I have this dataset -
print(df)
object group
1 apple A
1 banana B
1 pear A
1 robot C
print(df2)
object group
1 apple A
1 apple B
1 apple A
1 robot C
1 robot C
1 robot C
1 banana C
I'd like to count the number of times each value shows up in another data set, which looks exactly the same but draws data from a different time period. The other dataset is called df2
.
I used this code -
x <- df %>%
mutate(reference = length(df2[df2$object == object,]$object))
It gave me this error: longer object length is not a multiple of shorter object length
.
It works when I run this outside of dplyr, like this -
object <- "apple"
length(df2[df2$object == object,]$object)

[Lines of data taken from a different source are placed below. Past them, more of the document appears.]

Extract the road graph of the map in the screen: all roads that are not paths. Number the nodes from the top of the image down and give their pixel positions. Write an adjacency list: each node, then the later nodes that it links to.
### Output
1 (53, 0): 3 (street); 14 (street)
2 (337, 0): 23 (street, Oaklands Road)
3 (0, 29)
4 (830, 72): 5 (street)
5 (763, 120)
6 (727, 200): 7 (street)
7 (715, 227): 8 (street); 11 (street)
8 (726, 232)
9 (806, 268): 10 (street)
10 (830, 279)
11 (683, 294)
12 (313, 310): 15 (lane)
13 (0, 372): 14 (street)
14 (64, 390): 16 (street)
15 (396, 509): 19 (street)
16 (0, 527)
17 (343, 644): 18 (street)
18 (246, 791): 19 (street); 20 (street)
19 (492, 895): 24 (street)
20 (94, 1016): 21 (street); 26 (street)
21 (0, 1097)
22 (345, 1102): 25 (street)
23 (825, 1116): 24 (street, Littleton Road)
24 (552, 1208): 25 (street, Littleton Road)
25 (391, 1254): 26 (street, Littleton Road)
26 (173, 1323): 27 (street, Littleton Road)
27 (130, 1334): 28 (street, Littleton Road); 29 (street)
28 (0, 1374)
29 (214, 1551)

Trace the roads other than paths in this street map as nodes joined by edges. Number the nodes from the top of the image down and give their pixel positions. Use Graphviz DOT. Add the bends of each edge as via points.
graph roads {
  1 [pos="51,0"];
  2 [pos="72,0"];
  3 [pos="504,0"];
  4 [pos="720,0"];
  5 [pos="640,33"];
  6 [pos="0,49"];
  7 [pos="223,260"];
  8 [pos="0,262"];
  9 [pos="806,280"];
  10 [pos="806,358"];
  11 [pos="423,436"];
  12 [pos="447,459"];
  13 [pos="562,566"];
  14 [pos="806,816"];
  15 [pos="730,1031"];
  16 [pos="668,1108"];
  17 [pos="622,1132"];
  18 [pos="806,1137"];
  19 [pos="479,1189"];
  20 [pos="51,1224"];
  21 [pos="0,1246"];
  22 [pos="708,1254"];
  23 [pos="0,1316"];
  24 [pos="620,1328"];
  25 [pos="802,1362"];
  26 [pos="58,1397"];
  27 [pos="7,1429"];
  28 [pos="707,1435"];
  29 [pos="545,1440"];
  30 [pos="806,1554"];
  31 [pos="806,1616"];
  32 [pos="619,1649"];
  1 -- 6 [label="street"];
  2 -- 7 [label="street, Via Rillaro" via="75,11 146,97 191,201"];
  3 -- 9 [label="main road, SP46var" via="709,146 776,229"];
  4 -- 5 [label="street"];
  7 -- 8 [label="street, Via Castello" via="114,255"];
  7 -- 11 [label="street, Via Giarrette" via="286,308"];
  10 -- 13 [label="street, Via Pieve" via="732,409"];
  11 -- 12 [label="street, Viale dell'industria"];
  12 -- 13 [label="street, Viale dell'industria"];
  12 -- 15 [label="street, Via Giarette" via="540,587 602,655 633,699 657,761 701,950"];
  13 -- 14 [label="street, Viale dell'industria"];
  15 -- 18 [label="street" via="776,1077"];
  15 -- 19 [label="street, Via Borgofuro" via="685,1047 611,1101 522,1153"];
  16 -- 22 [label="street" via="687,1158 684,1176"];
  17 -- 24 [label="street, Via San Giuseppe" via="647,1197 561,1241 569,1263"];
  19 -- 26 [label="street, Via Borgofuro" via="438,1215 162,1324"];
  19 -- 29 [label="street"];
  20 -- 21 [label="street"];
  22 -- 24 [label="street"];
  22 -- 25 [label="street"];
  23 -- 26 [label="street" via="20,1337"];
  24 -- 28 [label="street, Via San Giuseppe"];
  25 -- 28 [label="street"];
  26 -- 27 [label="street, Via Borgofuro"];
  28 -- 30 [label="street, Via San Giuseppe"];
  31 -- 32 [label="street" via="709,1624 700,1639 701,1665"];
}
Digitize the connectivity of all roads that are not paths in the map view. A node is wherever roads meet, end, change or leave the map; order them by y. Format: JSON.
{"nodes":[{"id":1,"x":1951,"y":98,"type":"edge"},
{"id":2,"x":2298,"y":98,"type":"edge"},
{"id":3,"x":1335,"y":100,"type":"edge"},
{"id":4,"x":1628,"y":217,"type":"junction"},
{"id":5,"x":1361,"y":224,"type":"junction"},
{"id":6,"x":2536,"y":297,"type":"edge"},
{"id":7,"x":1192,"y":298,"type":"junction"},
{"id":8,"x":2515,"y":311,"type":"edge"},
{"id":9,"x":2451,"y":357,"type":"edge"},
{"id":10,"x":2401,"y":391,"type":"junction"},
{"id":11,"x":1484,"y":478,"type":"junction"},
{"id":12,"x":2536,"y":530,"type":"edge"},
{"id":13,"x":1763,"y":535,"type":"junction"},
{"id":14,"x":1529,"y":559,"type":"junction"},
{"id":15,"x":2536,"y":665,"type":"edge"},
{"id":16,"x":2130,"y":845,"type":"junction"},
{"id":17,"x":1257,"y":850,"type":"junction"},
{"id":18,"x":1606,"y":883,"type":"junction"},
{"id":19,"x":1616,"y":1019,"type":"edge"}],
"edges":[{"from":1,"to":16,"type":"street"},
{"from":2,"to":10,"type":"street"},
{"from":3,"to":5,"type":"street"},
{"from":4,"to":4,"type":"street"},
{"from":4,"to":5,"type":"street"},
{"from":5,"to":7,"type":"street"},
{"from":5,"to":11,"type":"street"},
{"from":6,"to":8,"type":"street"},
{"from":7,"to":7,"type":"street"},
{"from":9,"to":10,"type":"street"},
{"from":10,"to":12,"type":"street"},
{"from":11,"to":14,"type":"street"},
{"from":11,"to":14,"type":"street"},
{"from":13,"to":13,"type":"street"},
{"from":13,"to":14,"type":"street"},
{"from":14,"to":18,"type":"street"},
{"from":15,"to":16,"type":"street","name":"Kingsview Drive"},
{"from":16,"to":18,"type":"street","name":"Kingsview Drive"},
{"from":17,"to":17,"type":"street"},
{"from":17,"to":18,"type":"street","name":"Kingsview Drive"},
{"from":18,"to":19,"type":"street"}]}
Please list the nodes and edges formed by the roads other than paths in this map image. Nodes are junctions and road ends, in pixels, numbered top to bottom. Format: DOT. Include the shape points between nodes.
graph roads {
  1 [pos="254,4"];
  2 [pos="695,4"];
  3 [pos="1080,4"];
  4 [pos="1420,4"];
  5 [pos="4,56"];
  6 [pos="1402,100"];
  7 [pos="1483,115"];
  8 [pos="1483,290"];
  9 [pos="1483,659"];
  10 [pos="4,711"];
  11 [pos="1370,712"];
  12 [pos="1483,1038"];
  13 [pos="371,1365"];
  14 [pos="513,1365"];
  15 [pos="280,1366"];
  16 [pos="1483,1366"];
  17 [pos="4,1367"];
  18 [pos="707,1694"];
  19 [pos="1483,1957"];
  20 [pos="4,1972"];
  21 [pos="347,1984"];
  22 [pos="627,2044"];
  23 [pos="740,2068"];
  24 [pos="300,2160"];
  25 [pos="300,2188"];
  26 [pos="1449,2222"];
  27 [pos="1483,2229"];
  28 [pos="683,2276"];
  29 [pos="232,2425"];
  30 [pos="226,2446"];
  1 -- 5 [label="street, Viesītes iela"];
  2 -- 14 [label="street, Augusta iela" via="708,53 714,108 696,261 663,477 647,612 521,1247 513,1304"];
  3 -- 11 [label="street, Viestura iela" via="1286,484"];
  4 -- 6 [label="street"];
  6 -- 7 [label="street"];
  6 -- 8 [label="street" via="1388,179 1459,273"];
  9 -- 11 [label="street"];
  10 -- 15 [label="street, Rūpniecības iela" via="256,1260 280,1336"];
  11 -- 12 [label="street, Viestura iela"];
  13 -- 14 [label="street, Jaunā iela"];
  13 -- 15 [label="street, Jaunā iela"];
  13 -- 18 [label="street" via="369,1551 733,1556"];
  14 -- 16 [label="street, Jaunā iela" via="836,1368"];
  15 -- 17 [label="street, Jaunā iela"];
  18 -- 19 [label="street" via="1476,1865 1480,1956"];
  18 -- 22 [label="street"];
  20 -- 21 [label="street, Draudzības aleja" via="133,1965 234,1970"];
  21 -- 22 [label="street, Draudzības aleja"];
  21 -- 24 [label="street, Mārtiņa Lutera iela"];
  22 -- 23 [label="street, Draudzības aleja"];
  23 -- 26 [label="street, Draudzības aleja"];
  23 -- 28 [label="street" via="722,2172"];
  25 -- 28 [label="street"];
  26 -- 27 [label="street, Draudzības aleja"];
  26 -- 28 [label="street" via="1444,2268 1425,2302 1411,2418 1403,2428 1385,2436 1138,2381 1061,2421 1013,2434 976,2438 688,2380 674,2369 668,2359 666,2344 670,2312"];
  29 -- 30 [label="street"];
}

Can I do a relative reference like that, including object
in the filter?
From my comment: dplyr functions work on the whole column taken as a vector. Try
df %>%
rowwise() %>%
mutate(reference = length(df2[df2$object == object,]$object))%>%
ungroup()
As you said, ungroup
will be needed, unless you plan on doing further row-wise operations.
If you need a tidyverse
option, we can use map_dbl
purrr::map_dbl(df$object, ~ length(df2[df2$object == .,]$object))
#[1] 3 1 0 3
which can be also calculated with sum
purrr::map_dbl(df$object, ~ sum(df2$object == .))
So in mutate
we can add
df %>%
mutate(reference = map_dbl(object, ~ sum(df2$object == .)))
# object group reference
#1 apple A 3
#2 banana B 1
#3 pear A 0
#4 robot C 3
The similar base R option is sapply
sapply(df$object, function(x) sum(df2$object == x))
# apple banana pear robot
# 3 1 0 3
We can do this in data.table
library(data.table)
reference <- setDT(df2)[df, .N, on = .(object), by = .EACHI]$N
df$reference <- reference
df
# object group reference
#1: apple A 3
#2: banana B 1
#3: pear A 0
#4: robot C 3